Но в таком оптимизме больше отчаяния, больше манихейства, чем в тоске Шопенгауэра, ибо он осуждает все сущее, ненавидит существование: ведь он объявляет благим не реальную природу — творение Божие со всеми ее иерархиями и законами, а природу мечтательную, которую индивидуум носит в укромных уголках своей исключительности, — природу, раскрывающуюся лишь в «наших насельниках» и протестующую против природы действительной.

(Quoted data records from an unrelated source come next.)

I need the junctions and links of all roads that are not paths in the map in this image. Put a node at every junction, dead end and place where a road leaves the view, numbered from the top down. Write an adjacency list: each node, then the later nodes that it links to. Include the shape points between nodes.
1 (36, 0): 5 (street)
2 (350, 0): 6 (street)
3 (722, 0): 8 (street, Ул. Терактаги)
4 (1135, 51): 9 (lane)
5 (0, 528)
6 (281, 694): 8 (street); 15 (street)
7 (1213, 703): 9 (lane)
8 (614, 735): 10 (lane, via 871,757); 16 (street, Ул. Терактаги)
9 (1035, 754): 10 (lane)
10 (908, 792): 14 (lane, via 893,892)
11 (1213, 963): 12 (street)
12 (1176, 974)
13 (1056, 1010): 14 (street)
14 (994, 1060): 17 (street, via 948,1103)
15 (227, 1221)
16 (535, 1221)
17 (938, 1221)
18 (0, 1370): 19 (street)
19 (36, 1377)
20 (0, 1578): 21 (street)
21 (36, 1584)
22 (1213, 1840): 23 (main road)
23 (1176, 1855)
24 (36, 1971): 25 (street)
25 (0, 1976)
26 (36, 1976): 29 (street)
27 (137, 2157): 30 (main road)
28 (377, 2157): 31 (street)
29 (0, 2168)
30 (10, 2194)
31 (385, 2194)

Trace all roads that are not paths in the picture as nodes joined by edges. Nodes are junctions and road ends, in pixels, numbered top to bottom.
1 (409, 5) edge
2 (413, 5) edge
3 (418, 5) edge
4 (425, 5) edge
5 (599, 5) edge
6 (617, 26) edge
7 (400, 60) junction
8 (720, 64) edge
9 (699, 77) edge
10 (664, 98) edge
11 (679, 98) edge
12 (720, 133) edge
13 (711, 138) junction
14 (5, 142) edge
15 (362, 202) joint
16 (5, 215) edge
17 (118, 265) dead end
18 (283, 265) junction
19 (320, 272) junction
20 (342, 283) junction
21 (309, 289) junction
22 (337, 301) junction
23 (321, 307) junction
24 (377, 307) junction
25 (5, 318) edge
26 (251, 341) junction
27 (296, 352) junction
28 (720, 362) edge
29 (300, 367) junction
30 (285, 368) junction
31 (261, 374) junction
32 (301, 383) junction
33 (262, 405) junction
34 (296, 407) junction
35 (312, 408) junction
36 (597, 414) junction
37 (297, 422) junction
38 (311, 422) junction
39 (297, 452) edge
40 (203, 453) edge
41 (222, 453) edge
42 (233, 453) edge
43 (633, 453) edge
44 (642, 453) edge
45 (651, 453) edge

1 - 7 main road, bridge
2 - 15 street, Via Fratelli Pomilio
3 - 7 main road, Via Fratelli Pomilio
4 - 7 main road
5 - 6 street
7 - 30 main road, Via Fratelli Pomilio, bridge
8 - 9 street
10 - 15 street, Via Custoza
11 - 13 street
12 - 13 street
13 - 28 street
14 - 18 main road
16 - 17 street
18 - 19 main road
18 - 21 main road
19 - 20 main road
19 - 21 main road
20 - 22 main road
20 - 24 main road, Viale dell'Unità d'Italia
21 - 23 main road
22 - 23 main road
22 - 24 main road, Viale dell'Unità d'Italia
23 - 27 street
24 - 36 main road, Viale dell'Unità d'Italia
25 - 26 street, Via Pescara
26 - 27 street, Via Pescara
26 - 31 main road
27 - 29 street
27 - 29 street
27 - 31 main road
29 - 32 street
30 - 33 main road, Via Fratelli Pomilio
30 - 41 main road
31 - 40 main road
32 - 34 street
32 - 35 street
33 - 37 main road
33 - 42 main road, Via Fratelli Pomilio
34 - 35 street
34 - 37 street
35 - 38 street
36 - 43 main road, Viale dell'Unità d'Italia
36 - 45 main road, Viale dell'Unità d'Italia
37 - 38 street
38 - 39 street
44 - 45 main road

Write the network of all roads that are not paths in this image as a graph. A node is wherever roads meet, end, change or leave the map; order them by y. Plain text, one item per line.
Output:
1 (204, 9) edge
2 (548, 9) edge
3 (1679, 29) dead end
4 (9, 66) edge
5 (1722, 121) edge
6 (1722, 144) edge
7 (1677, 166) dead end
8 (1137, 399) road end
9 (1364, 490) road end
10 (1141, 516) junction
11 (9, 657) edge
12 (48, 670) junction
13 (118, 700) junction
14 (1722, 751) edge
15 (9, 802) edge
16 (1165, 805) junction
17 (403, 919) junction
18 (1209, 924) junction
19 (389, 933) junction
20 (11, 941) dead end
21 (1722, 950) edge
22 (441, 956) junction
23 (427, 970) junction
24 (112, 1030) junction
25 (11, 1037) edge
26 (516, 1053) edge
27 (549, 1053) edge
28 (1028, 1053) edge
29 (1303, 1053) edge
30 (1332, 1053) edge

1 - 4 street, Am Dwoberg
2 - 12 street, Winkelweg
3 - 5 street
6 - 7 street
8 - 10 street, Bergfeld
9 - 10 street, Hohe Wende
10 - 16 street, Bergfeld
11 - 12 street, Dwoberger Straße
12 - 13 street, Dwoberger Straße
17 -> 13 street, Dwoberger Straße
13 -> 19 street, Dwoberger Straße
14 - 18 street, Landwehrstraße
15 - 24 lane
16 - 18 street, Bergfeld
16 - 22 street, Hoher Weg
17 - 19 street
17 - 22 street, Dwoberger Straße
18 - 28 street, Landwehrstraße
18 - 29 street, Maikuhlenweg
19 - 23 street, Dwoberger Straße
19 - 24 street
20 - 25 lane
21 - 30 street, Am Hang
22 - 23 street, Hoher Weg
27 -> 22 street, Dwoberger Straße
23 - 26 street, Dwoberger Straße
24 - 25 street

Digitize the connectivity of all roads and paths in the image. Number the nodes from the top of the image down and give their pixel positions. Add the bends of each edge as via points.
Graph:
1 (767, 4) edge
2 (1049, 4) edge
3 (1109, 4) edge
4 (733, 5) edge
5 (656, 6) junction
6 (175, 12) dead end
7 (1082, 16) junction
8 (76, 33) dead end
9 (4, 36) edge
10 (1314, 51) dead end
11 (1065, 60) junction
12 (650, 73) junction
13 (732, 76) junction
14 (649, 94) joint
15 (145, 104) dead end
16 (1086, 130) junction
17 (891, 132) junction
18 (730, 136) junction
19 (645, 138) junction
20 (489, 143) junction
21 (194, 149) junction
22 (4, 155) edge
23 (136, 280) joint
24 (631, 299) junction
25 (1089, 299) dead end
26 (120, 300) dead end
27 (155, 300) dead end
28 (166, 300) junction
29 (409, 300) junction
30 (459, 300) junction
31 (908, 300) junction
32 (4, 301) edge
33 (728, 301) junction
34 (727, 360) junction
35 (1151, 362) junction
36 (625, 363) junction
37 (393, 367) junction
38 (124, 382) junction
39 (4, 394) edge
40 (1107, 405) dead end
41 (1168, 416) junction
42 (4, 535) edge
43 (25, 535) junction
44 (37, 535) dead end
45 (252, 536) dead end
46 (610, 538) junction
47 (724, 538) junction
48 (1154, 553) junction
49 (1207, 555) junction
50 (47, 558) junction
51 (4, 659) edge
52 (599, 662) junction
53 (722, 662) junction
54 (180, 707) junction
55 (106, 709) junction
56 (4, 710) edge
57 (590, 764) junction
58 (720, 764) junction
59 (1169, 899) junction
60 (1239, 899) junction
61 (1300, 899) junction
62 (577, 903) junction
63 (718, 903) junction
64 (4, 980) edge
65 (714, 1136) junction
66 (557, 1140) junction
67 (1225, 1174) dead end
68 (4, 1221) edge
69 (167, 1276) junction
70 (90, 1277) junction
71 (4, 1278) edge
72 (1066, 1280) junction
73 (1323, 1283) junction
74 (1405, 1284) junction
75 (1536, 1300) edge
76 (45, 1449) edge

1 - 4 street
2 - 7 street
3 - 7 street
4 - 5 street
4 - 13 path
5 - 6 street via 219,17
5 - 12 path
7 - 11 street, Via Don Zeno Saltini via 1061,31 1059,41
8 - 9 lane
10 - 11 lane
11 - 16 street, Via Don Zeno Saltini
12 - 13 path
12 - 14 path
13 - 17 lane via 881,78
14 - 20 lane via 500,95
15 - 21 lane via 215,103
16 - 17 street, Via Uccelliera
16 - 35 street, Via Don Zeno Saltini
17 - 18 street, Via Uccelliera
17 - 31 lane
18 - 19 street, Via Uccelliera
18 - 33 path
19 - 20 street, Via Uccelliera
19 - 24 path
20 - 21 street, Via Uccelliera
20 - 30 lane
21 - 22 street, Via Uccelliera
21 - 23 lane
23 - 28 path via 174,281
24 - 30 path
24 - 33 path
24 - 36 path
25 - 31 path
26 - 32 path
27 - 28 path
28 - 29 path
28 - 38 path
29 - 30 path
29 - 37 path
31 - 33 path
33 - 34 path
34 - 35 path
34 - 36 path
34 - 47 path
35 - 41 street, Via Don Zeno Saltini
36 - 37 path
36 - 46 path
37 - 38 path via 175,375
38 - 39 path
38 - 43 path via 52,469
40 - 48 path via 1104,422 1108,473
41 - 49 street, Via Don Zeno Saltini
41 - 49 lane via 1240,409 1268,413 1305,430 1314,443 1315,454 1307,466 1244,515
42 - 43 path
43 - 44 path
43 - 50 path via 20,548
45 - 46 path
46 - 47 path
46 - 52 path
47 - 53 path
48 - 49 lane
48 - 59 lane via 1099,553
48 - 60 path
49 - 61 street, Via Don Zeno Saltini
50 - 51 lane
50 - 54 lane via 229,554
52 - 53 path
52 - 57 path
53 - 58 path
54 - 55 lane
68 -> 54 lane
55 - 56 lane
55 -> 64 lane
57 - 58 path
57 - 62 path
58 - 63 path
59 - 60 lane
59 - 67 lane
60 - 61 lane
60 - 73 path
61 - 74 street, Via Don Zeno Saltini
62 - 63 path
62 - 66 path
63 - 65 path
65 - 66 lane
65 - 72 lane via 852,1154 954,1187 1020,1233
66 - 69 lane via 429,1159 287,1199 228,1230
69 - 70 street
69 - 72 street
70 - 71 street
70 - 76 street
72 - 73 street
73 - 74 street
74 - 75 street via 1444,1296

Так что такой натурализм, такая верность природе не только антисоциальны, но и антифизичны. Они считают ложью и кощунством не только социальные стеснения, подчинение индивидуума общему благу семьи и гражданства, но прежде и глубже всего — стеснения нашей природы как вида и подчинение индивидуума родовому благу. Ведь исключительный мир каждого из нас, его ощутимая индивидуальность — это и есть божественная Личность! Так Жан-Жак довел до предела старый конфликт Евангелия с Десятословием в лютеранстве [345], превратившийся в конфликт имманентной Нравственности и внешнего Закона. Кант только и стремился к тому, чтобы найти разрешение этого конфликта, оставаясь в одной плоскости с Лютером и Руссо. Вся его тщательно выстроенная система: автономная законополагающая воля, человек как ноумен, творящий закон, которому повинуется человек в эмпирии, — оказалась эфемерной, и остались от нее только еще более жестокое требование иллюзорной свободы и убийственное человекопоклонство.
В качестве теоретиков Лютер и Руссо не восхваляют свободы плоти — они требуют свободы духа (и как им без этого обойтись?). Оба они не церемонятся с логикой. Лютер признает, что вера-доверие хотя и оправдывает «без дел» природу, остающуюся до основания испорченной, все же венчает надстройкой из добрых дел. И вот он стенает при виде того, как дьявольским лукавством это изящное увенчание рушится по мере того, как распространяется в народе истинное Евангелие. Так же и Руссо признает, что святая Природа, которую чистые души обретают в глубине самих себя, своим самопроизвольным цветением производит добрые дела; он искренне проклинает «отвратительные максимы» сенсуалиста Дидро. Лютер и Руссо учили злу? Что вы! Намерения у них благие — просто они забыли о действительности, Божеской и человеческой.